Он неплохо защищался: делал подставки, разучил уклоны, уходы, а дядя Володя выдерживал его в зале, не подпускал к рингу и говорил:

— Ловкость зависит от того, как ты усвоил боевые приемы и как много у тебя их в запасе.

И Кирилл накапливал.

Лишь зимой наступил долгожданный день. После первого часа занятий тренер сам бросил ему перчатки и весело сказал:

— Ну, поглядим тебя в спарринге.

От этих обыденных слов у Кирилла вдруг так заколотилось сердце, что стало трудно дышать.

Кому довелось переживать волнующее чувство спарринга — первого вольного боя, — тот знает, что это такое!

В зале еще не замерло эхо ударов о кожу, качаются на канатах тяжелые мешки, колышутся груши… Вот товарищи начали перебинтовывать кисти рук, и тебе кажется, что заранее перевязывают какие-то переломы.

Бронированные кожей и войлоком перчатки превращают твои кулаки в футбольные мячи. Ты в трусиках, ты в боевой форме, ты боксер.
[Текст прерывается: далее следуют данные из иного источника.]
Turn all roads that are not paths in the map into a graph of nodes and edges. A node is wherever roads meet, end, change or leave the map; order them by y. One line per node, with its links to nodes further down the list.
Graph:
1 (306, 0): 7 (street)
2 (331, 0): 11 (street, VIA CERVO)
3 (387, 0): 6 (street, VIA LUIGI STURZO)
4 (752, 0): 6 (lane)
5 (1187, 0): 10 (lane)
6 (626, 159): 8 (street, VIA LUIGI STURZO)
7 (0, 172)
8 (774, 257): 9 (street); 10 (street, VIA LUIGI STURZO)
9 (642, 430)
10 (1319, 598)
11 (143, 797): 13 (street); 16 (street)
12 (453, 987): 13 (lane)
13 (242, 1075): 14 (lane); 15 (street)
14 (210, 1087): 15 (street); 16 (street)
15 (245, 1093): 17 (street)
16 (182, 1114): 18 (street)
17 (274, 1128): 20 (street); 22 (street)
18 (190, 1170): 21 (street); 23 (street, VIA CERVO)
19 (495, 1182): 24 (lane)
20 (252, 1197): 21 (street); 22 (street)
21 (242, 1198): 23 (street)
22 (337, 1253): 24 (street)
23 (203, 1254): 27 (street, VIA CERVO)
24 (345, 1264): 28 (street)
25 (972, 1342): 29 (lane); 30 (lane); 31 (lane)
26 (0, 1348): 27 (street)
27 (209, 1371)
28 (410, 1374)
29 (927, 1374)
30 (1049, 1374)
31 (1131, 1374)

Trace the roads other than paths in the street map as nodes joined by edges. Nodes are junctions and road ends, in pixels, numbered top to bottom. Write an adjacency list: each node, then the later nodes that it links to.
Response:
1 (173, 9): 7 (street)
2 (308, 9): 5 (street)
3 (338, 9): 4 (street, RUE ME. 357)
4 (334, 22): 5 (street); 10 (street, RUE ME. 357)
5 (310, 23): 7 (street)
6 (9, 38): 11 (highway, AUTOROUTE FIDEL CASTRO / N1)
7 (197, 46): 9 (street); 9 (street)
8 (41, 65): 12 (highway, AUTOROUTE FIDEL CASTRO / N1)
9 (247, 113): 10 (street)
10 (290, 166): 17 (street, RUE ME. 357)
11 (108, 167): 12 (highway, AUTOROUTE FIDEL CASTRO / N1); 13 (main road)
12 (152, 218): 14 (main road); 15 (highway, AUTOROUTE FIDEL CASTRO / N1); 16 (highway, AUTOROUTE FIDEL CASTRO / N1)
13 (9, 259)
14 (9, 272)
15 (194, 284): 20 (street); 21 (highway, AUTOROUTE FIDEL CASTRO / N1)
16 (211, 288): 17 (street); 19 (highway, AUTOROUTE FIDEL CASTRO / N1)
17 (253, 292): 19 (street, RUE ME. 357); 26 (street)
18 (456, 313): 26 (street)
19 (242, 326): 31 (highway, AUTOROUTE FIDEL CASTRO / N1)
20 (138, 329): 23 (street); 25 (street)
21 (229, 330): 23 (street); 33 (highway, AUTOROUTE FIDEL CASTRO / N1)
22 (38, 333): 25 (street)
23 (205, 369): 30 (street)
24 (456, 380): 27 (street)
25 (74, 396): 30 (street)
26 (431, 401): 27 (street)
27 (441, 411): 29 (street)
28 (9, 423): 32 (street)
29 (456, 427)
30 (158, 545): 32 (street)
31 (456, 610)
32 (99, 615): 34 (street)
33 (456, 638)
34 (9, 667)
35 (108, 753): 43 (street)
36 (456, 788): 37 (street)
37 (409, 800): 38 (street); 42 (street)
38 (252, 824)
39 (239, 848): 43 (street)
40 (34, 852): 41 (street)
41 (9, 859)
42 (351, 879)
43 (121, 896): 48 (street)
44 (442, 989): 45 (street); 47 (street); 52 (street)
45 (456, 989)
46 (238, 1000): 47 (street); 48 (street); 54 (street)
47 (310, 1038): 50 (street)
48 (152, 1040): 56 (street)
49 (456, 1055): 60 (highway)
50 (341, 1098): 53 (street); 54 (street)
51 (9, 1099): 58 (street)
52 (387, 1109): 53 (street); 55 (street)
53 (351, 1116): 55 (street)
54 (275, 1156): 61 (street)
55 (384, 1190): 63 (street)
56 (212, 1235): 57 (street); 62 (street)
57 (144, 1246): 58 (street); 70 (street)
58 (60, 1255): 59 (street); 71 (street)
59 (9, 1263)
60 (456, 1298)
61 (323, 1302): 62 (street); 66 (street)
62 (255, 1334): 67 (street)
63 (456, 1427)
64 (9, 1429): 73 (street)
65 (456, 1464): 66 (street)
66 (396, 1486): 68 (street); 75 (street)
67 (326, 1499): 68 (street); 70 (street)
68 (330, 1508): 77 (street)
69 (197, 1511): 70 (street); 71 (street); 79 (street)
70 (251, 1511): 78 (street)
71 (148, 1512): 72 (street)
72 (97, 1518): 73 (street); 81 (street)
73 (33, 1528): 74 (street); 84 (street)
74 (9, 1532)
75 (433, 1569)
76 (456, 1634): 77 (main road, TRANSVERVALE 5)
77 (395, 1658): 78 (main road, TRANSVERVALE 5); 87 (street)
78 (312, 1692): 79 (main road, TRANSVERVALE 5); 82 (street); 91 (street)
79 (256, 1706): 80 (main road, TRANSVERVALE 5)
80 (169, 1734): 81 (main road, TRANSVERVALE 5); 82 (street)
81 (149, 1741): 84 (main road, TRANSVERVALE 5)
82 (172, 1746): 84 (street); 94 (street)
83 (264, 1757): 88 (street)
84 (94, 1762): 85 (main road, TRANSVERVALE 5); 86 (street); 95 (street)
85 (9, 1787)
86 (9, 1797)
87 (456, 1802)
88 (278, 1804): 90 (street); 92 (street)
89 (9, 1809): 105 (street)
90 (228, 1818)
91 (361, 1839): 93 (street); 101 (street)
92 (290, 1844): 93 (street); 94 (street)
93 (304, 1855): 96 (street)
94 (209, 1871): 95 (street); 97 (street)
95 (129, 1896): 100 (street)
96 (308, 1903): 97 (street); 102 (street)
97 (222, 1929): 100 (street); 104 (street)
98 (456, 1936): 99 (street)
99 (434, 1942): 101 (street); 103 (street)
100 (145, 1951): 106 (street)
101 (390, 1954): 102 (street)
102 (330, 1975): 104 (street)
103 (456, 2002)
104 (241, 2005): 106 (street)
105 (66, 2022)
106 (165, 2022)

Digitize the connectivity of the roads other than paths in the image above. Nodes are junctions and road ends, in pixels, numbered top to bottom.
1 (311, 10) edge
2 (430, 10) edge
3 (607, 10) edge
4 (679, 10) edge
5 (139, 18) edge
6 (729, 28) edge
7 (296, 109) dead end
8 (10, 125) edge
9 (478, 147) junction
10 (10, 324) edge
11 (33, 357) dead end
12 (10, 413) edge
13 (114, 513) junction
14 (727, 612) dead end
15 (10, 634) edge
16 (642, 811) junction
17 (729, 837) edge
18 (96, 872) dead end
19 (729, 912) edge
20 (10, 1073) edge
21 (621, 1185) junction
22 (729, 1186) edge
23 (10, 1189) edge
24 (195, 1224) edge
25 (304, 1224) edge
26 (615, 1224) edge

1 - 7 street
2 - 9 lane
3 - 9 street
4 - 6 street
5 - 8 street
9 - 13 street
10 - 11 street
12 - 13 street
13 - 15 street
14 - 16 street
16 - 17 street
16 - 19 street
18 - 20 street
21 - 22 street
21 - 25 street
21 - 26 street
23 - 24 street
По углам ринга белеют два таза с водой. Вода колеблется, в ней плавают губки. Видя пригласительный кивок тренера, ты, споткнувшись на ровном полу, пролезаешь под канаты и идешь по натянутому, как барабан, брезенту ринга. Пожатие перчаток, и с ударом в, гонг судорожно вздымаются кулаки. В твоей голове одна мысль: прикрыть подбородок и голову. Куда делась та невозмутимость, с какой несколько минут назад ты осыпал ударами кожаную грушу, куда делась правильная работа ног и четкость удара? Все улетучилось из головы с первым бурным толчком сердца. Под ударами ты, как никогда, воспринимаешь свою медлительность, свое неумение действовать в сотые доли секунды.

Первый раунд Кирилл провел как в бреду. Его охватил безотчетный, постыдный страх, который сковал все движения, мешал свободно дышать и двигаться. Дядя Володя прикрикнул:

— Раскрепись, расслабь мускулы!

Но как тут раскрепишься, когда тебя поджидает нокаут? Хорошо тому, кто родился отчаянным.

Выставив вперед напряженные руки, Кирилл только пятился. Лампочки под потолком колыхались. Ринг был в желтом тумане. Перед глазами мелькали два кулака и сосредоточенное угловатое лицо противника. Такой же новичок не отставал ни на шаг, он бил по корпусу и по рукам, стремясь прорвать неуклюжую оборону Кирилла. Квадрат ринга становился душной клеткой. Дальше отступать было некуда: спина коснулась жестких канатов.

«Больше нельзя закрываться, надо самому действовать. За меня, наверное, стыдно Чулину. Ведь всем видно, какой я трус! Раскроюсь, что будет, то будет».

Кирилл опустил кулаки: пусть видят — не боюсь!

Осторожный противник отпрянул. Он принял это за уловку. Спружинивший канат толкнул Кочеванова вперед. Партнер неумело прикрылся перчатками, рука Кирилла легко прорвалась сквозь них. Он успел быстро сжать кулак — и удар получился резким.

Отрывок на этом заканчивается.